[Exercise directions]: Without including any picture, write out the entries exactly as they stand.

[Raw data]:
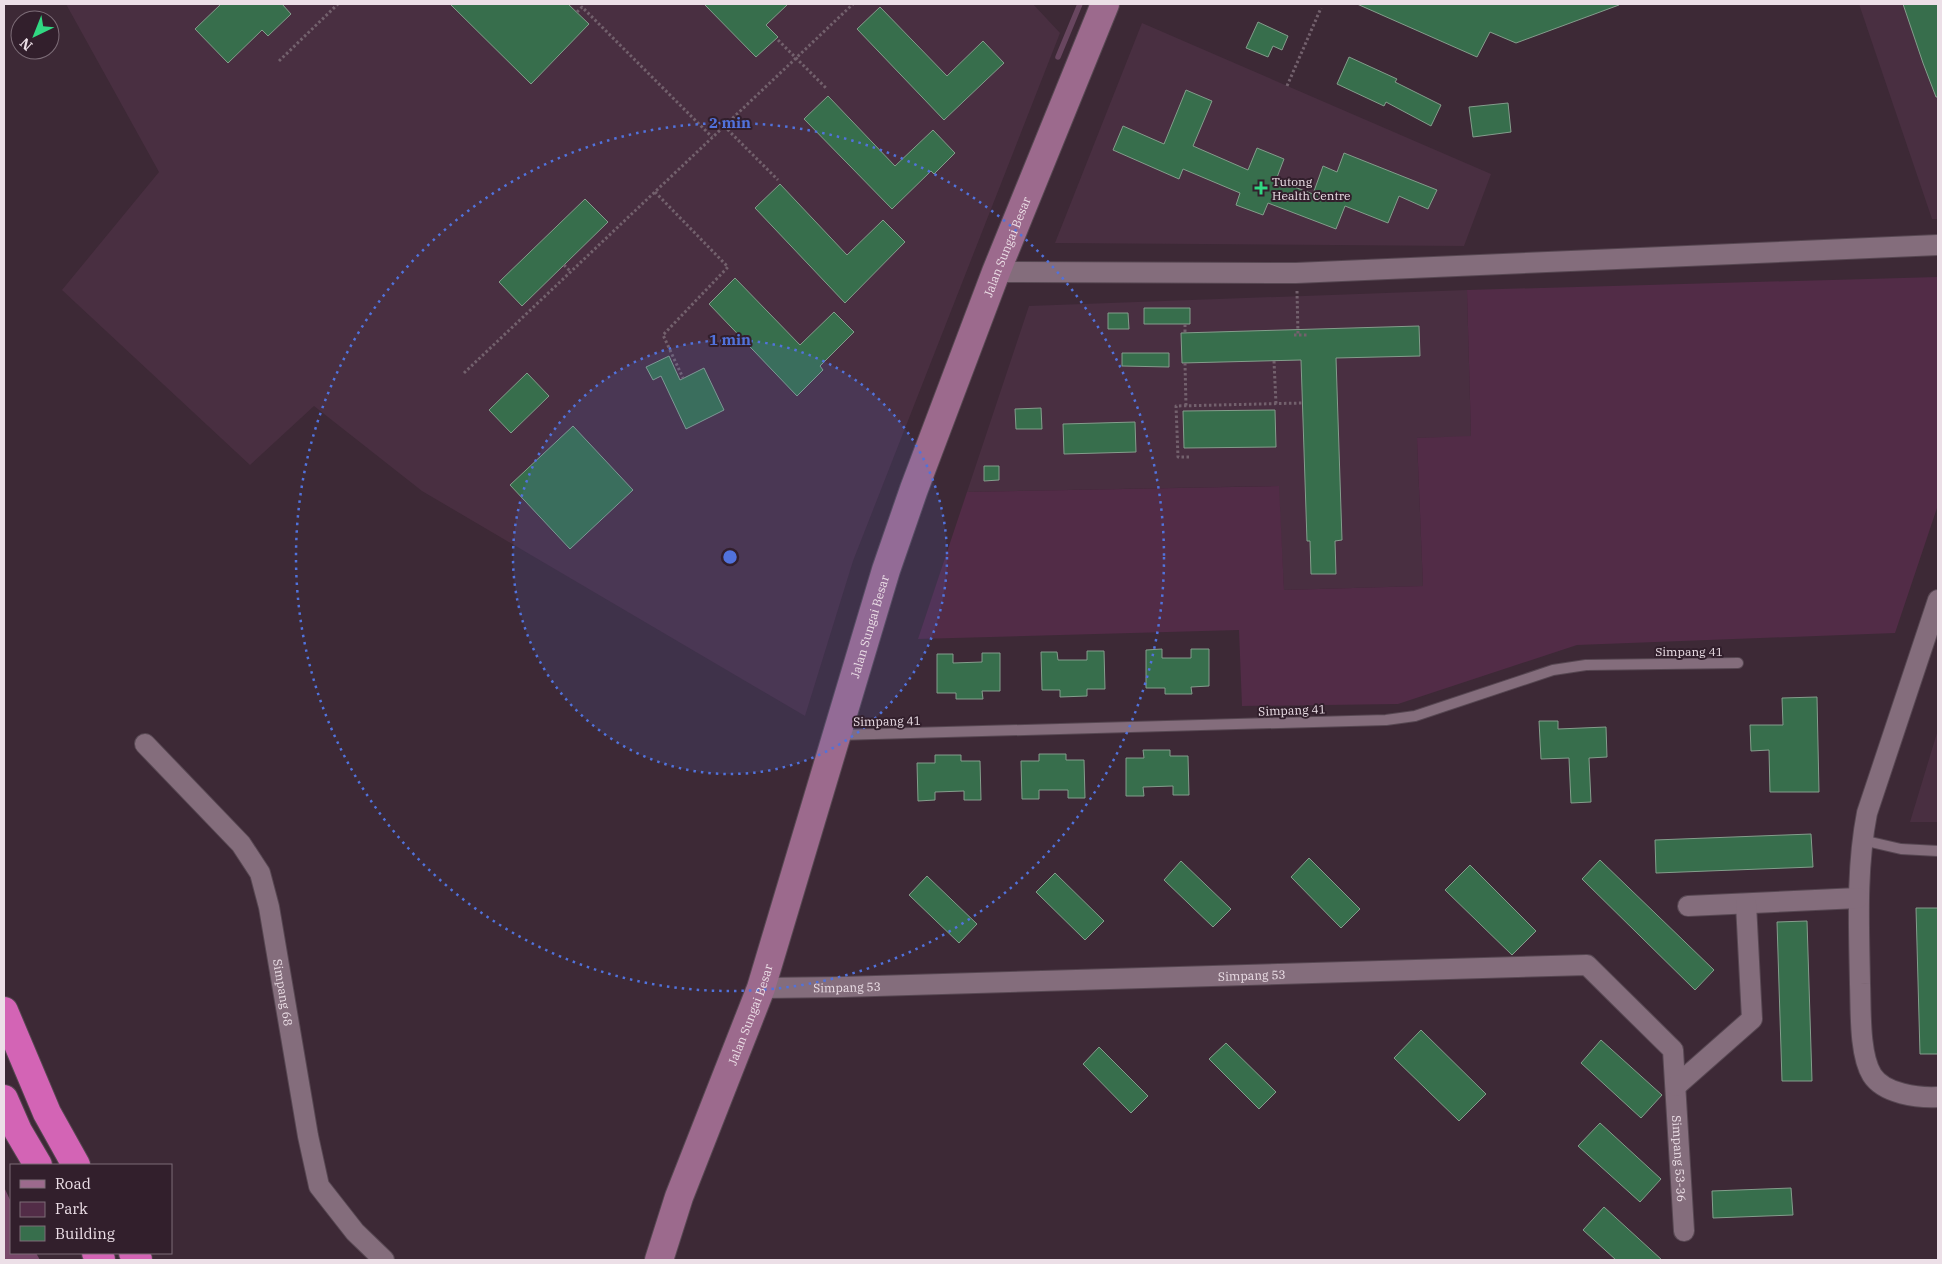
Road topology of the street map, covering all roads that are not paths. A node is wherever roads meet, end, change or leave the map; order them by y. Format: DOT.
graph roads {
  1 [pos="1105,4"];
  2 [pos="1938,245"];
  3 [pos="996,272"];
  4 [pos="1938,600"];
  5 [pos="1738,663"];
  6 [pos="838,735"];
  7 [pos="145,744"];
  8 [pos="1862,840"];
  9 [pos="1938,851"];
  10 [pos="1858,898"];
  11 [pos="1746,904"];
  12 [pos="1688,906"];
  13 [pos="761,988"];
  14 [pos="4,1011"];
  15 [pos="1676,1086"];
  16 [pos="1938,1097"];
  17 [pos="4,1099"];
  18 [pos="37,1164"];
  19 [pos="75,1164"];
  20 [pos="1684,1232"];
  21 [pos="384,1260"];
  22 [pos="659,1260"];
  1 -- 3 [label="street, Jalan Sungai Besar"];
  2 -- 3 [label="street"];
  3 -- 6 [label="street, Jalan Sungai Besar"];
  4 -- 8 [label="street"];
  5 -- 6 [label="lane, Simpang 41"];
  6 -- 13 [label="street, Jalan Sungai Besar"];
  7 -- 21 [label="street, Simpang 68"];
  8 -- 9 [label="lane"];
  8 -- 10 [label="street"];
  10 -- 11 [label="street"];
  10 -- 16 [label="street"];
  11 -- 12 [label="street"];
  11 -- 15 [label="street"];
  13 -- 15 [label="street, Simpang 53"];
  13 -- 22 [label="street, Jalan Sungai Besar"];
  14 -- 19 [label="highway"];
  15 -- 20 [label="street, Simpang 53-36"];
  17 -- 18 [label="highway"];
}
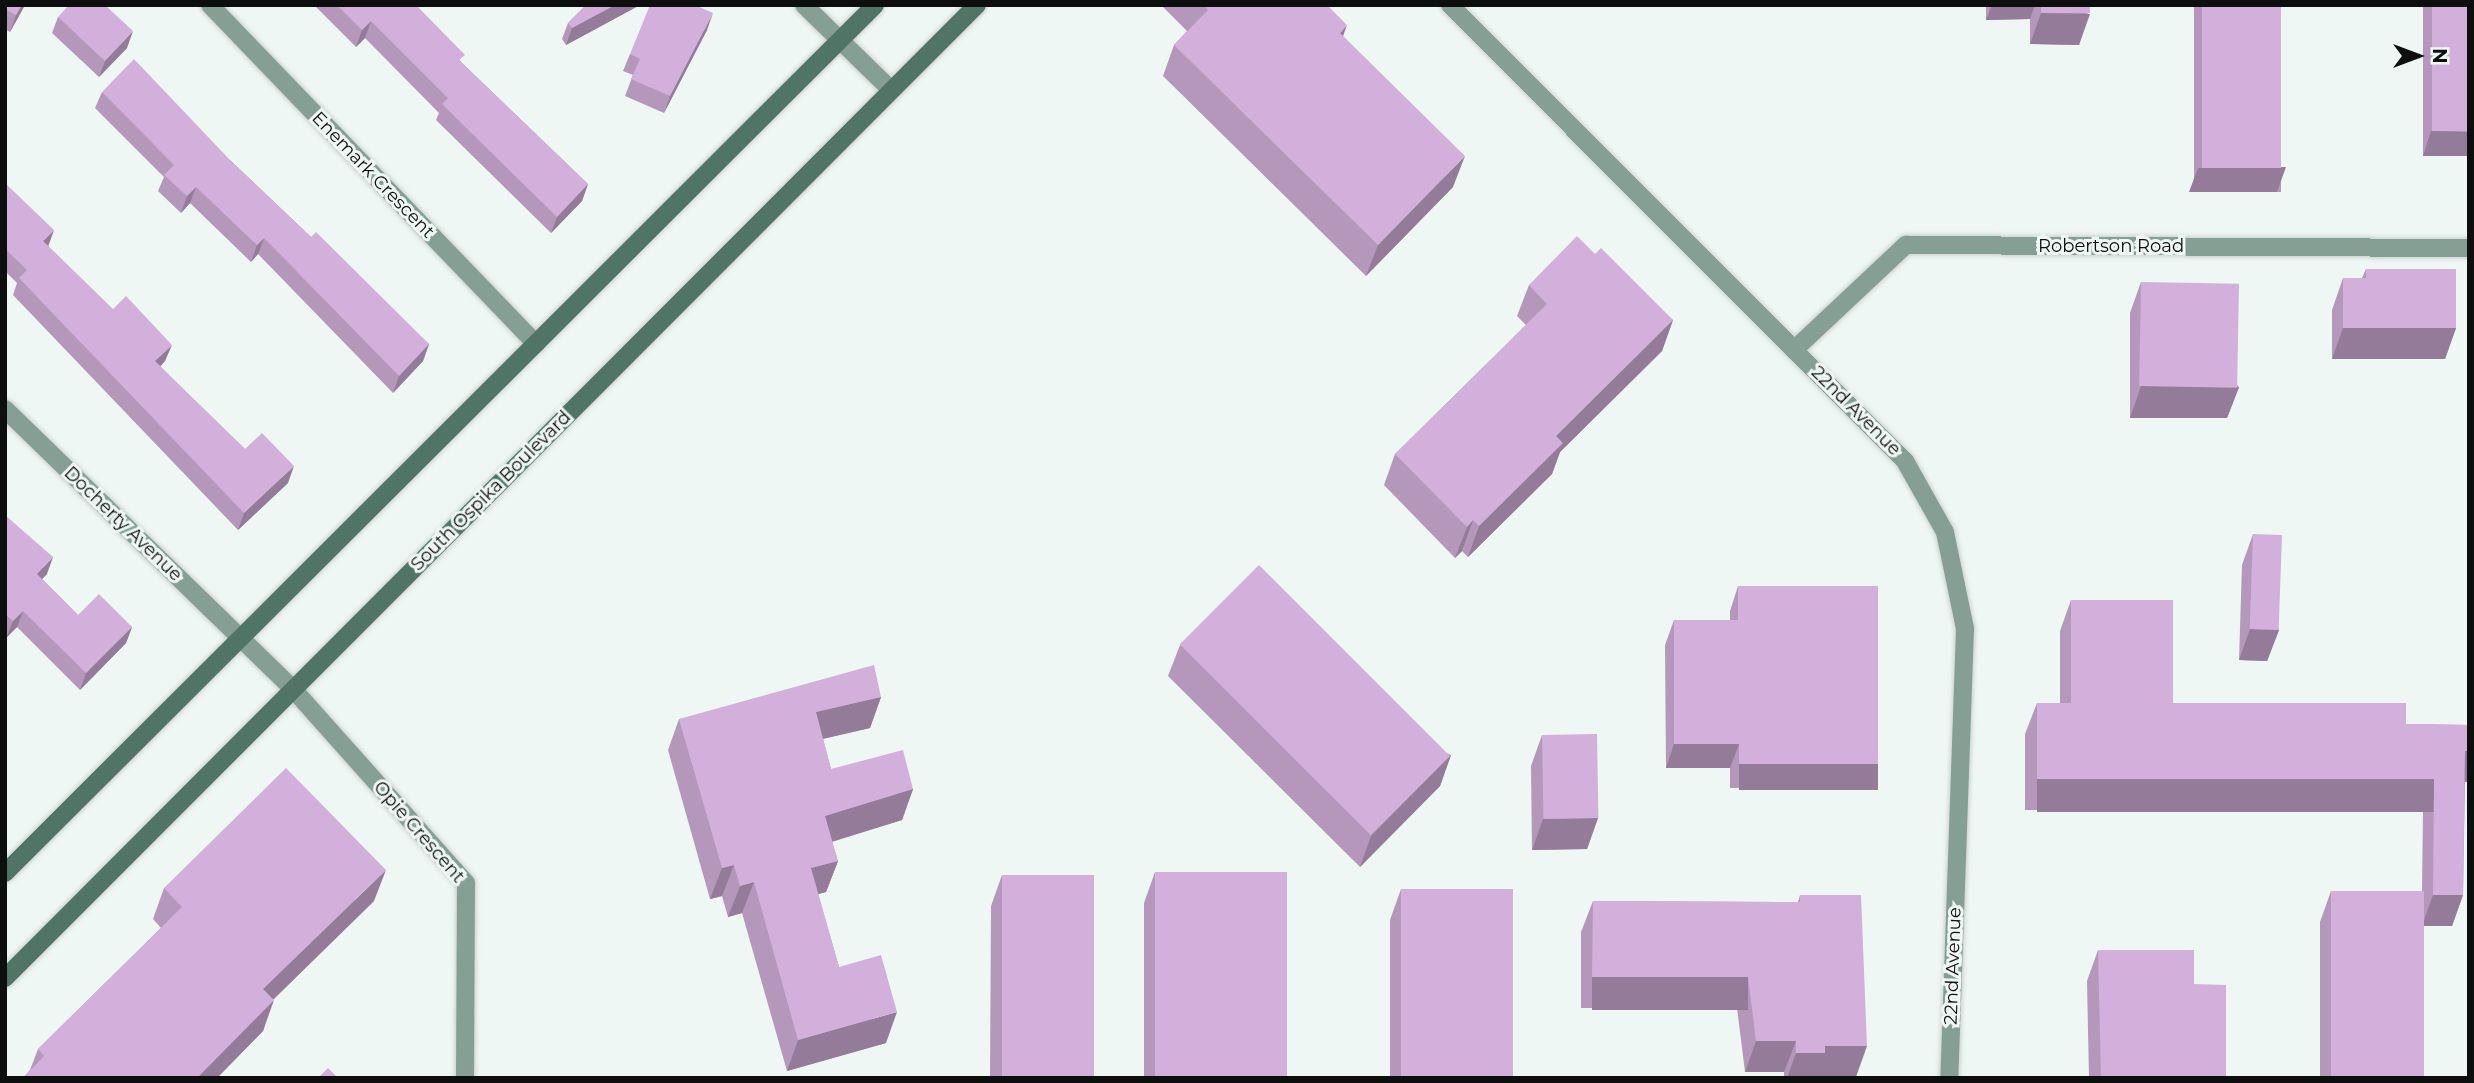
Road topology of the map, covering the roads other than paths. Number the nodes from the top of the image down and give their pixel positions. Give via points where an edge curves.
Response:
1 (210, 5) edge
2 (804, 5) edge
3 (875, 5) edge
4 (977, 5) edge
5 (1450, 5) edge
6 (839, 41) junction
7 (891, 90) junction
8 (2469, 248) edge
9 (536, 344) junction
10 (1794, 350) junction
11 (5, 409) edge
12 (240, 639) junction
13 (293, 689) junction
14 (5, 873) edge
15 (5, 978) edge
16 (465, 1078) edge
17 (1949, 1078) edge

1 - 9 street, Enemark Crescent
2 - 6 street
3 - 6 main road
4 - 7 main road, South Ospika Boulevard
5 - 10 street, 22nd Avenue
6 - 7 street
6 - 9 main road
7 - 13 main road, South Ospika Boulevard
8 - 10 street, Robertson Road via 1906,245
9 - 12 main road
10 - 17 street, 22nd Avenue via 1905,461 1945,532 1965,629
11 - 12 street, Docherty Avenue
12 - 13 street, Opie Crescent
12 - 14 main road
13 - 15 main road, South Ospika Boulevard
13 - 16 street, Opie Crescent via 466,883

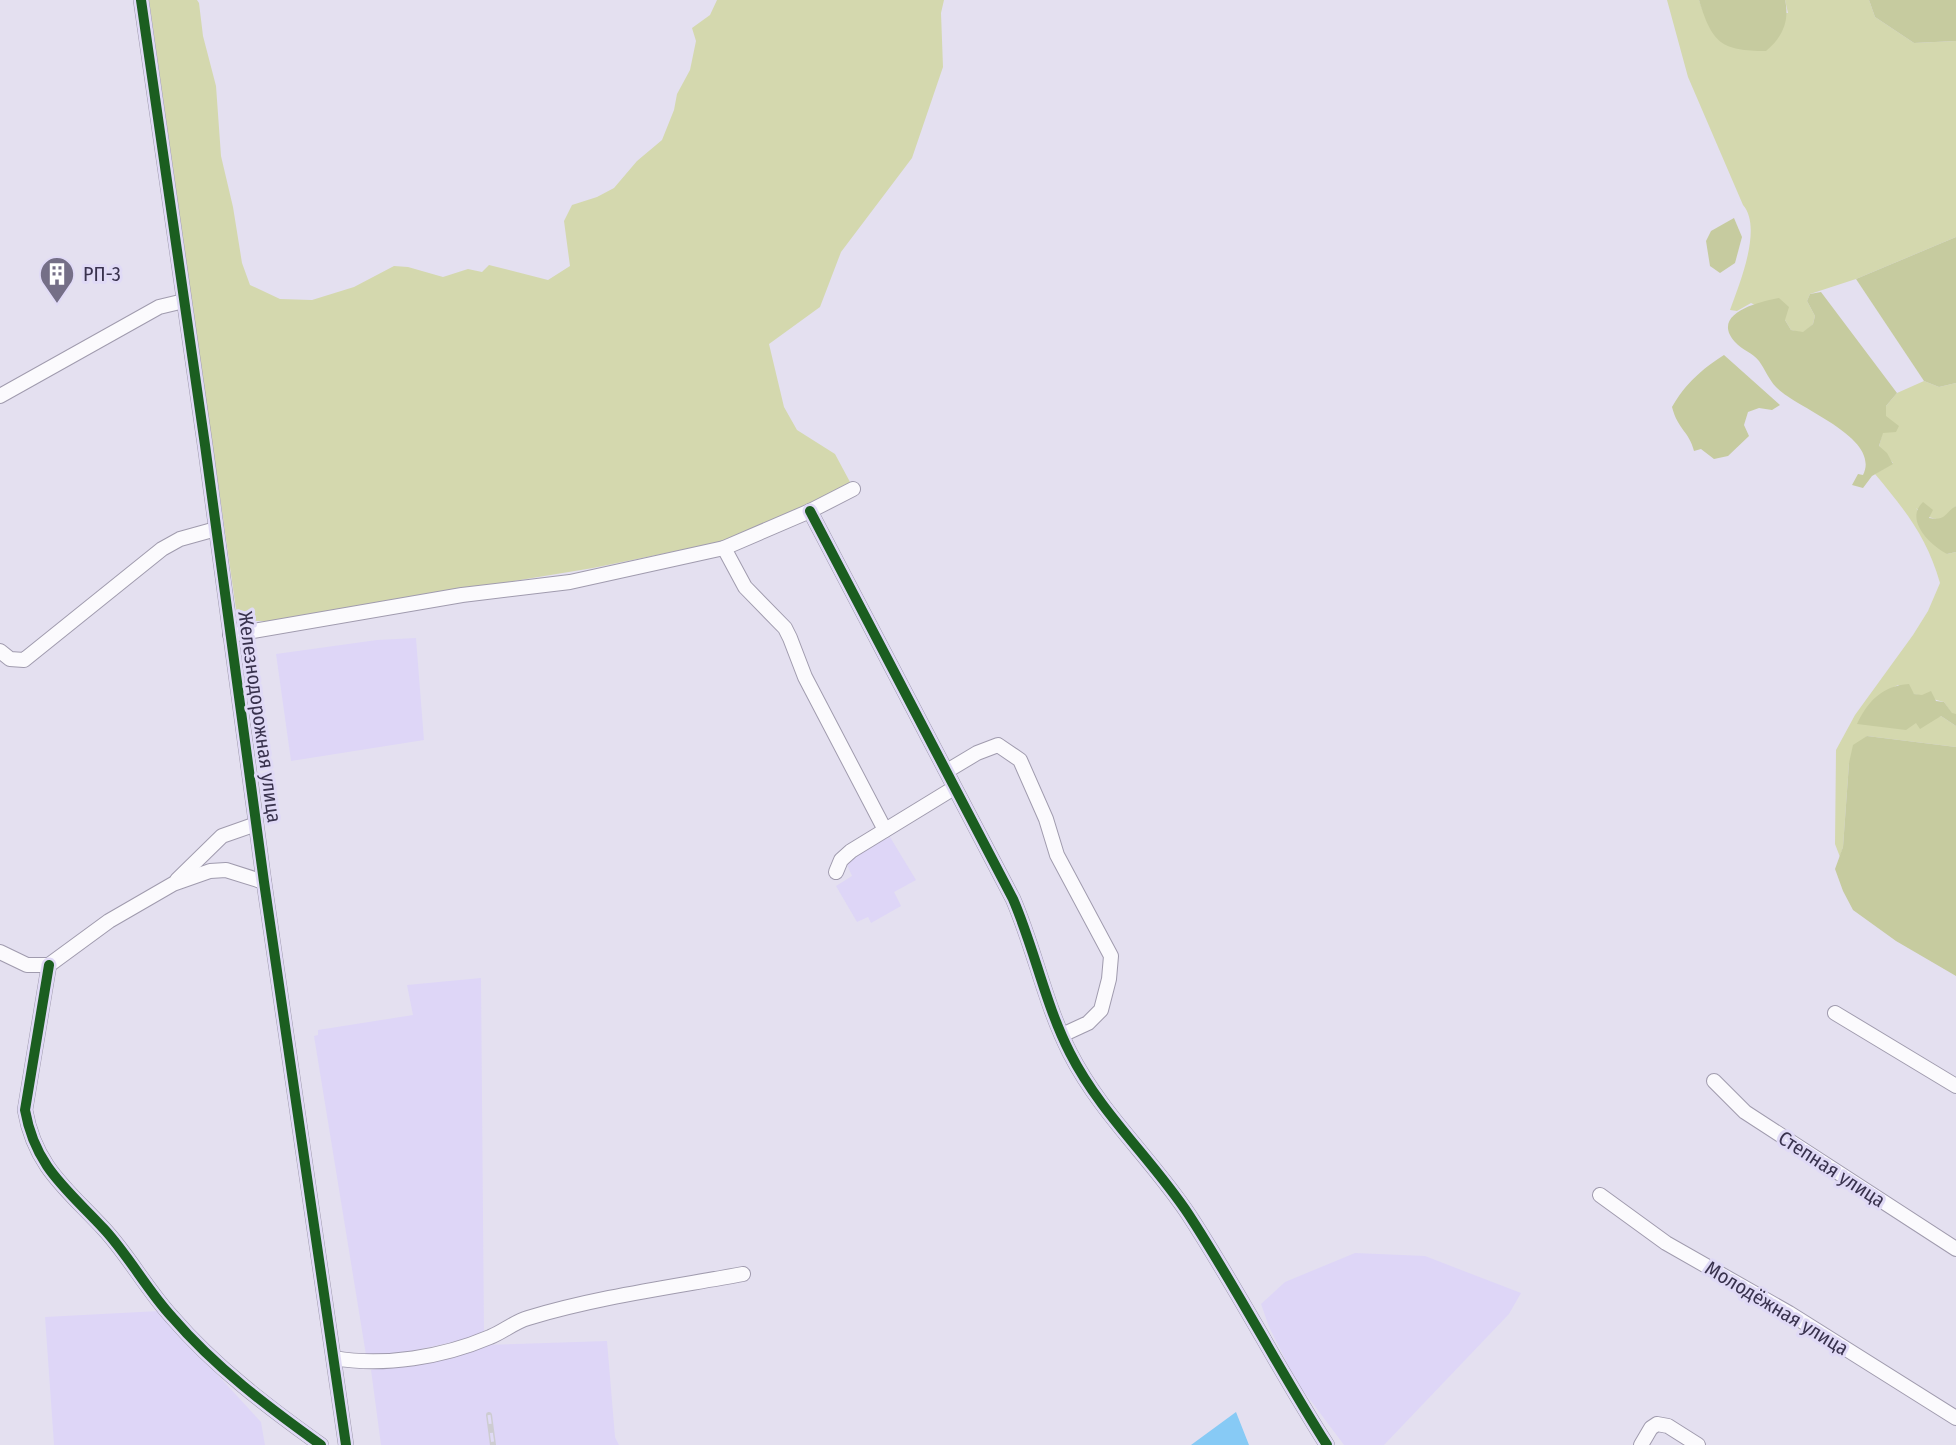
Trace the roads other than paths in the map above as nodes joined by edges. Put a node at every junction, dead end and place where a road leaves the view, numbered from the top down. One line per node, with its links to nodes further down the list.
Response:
1 (141, 0): 2 (street, Железнодорожная улица)
2 (184, 301): 3 (street); 6 (street, Железнодорожная улица)
3 (0, 396)
4 (853, 489): 5 (street)
5 (810, 511): 7 (street); 10 (street)
6 (216, 529): 8 (street, Железнодорожная улица); 9 (street)
7 (724, 548): 8 (street); 13 (street)
8 (230, 635): 12 (street, Железнодорожная улица)
9 (0, 651)
10 (947, 771): 11 (street); 22 (street)
11 (954, 788): 13 (street); 22 (street)
12 (256, 824): 14 (street); 17 (street, Железнодорожная улица)
13 (885, 830): 16 (street)
14 (199, 858): 15 (street); 18 (street)
15 (210, 871): 17 (street); 18 (street)
16 (836, 872)
17 (264, 882): 28 (street, Железнодорожная улица)
18 (173, 884): 20 (street)
19 (0, 952): 20 (street)
20 (49, 965): 31 (street)
21 (1835, 1013): 24 (street)
22 (1062, 1035): 32 (street)
23 (1714, 1081): 26 (street, Степная улица)
24 (1956, 1086)
25 (1600, 1195): 29 (street, Молодёжная улица)
26 (1956, 1249)
27 (743, 1274): 28 (street)
28 (334, 1358): 30 (street, Железнодорожная улица)
29 (1956, 1418)
30 (346, 1443)
31 (321, 1445)
32 (1327, 1445)
33 (1641, 1445): 34 (street)
34 (1698, 1445)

[Answer section]:
Road topology of the street map, covering all roads that are not paths. A node is wherever roads meet, end, change or leave the map; order them by y. Format: DOT.
graph roads {
  1 [pos="1105,4"];
  2 [pos="1938,245"];
  3 [pos="996,272"];
  4 [pos="1938,600"];
  5 [pos="1738,663"];
  6 [pos="838,735"];
  7 [pos="145,744"];
  8 [pos="1862,840"];
  9 [pos="1938,851"];
  10 [pos="1858,898"];
  11 [pos="1746,904"];
  12 [pos="1688,906"];
  13 [pos="761,988"];
  14 [pos="4,1011"];
  15 [pos="1676,1086"];
  16 [pos="1938,1097"];
  17 [pos="4,1099"];
  18 [pos="37,1164"];
  19 [pos="75,1164"];
  20 [pos="1684,1232"];
  21 [pos="384,1260"];
  22 [pos="659,1260"];
  1 -- 3 [label="street, Jalan Sungai Besar"];
  2 -- 3 [label="street"];
  3 -- 6 [label="street, Jalan Sungai Besar"];
  4 -- 8 [label="street"];
  5 -- 6 [label="lane, Simpang 41"];
  6 -- 13 [label="street, Jalan Sungai Besar"];
  7 -- 21 [label="street, Simpang 68"];
  8 -- 9 [label="lane"];
  8 -- 10 [label="street"];
  10 -- 11 [label="street"];
  10 -- 16 [label="street"];
  11 -- 12 [label="street"];
  11 -- 15 [label="street"];
  13 -- 15 [label="street, Simpang 53"];
  13 -- 22 [label="street, Jalan Sungai Besar"];
  14 -- 19 [label="highway"];
  15 -- 20 [label="street, Simpang 53-36"];
  17 -- 18 [label="highway"];
}
Road topology of the map, covering the roads other than paths. Number the nodes from the top of the image down and give their pixel positions. Give via points where an edge curves.
Response:
1 (210, 5) edge
2 (804, 5) edge
3 (875, 5) edge
4 (977, 5) edge
5 (1450, 5) edge
6 (839, 41) junction
7 (891, 90) junction
8 (2469, 248) edge
9 (536, 344) junction
10 (1794, 350) junction
11 (5, 409) edge
12 (240, 639) junction
13 (293, 689) junction
14 (5, 873) edge
15 (5, 978) edge
16 (465, 1078) edge
17 (1949, 1078) edge

1 - 9 street, Enemark Crescent
2 - 6 street
3 - 6 main road
4 - 7 main road, South Ospika Boulevard
5 - 10 street, 22nd Avenue
6 - 7 street
6 - 9 main road
7 - 13 main road, South Ospika Boulevard
8 - 10 street, Robertson Road via 1906,245
9 - 12 main road
10 - 17 street, 22nd Avenue via 1905,461 1945,532 1965,629
11 - 12 street, Docherty Avenue
12 - 13 street, Opie Crescent
12 - 14 main road
13 - 15 main road, South Ospika Boulevard
13 - 16 street, Opie Crescent via 466,883

Trace the roads other than paths in the map above as nodes joined by edges. Put a node at every junction, dead end and place where a road leaves the view, numbered from the top down. One line per node, with its links to nodes further down the list.
Response:
1 (141, 0): 2 (street, Железнодорожная улица)
2 (184, 301): 3 (street); 6 (street, Железнодорожная улица)
3 (0, 396)
4 (853, 489): 5 (street)
5 (810, 511): 7 (street); 10 (street)
6 (216, 529): 8 (street, Железнодорожная улица); 9 (street)
7 (724, 548): 8 (street); 13 (street)
8 (230, 635): 12 (street, Железнодорожная улица)
9 (0, 651)
10 (947, 771): 11 (street); 22 (street)
11 (954, 788): 13 (street); 22 (street)
12 (256, 824): 14 (street); 17 (street, Железнодорожная улица)
13 (885, 830): 16 (street)
14 (199, 858): 15 (street); 18 (street)
15 (210, 871): 17 (street); 18 (street)
16 (836, 872)
17 (264, 882): 28 (street, Железнодорожная улица)
18 (173, 884): 20 (street)
19 (0, 952): 20 (street)
20 (49, 965): 31 (street)
21 (1835, 1013): 24 (street)
22 (1062, 1035): 32 (street)
23 (1714, 1081): 26 (street, Степная улица)
24 (1956, 1086)
25 (1600, 1195): 29 (street, Молодёжная улица)
26 (1956, 1249)
27 (743, 1274): 28 (street)
28 (334, 1358): 30 (street, Железнодорожная улица)
29 (1956, 1418)
30 (346, 1443)
31 (321, 1445)
32 (1327, 1445)
33 (1641, 1445): 34 (street)
34 (1698, 1445)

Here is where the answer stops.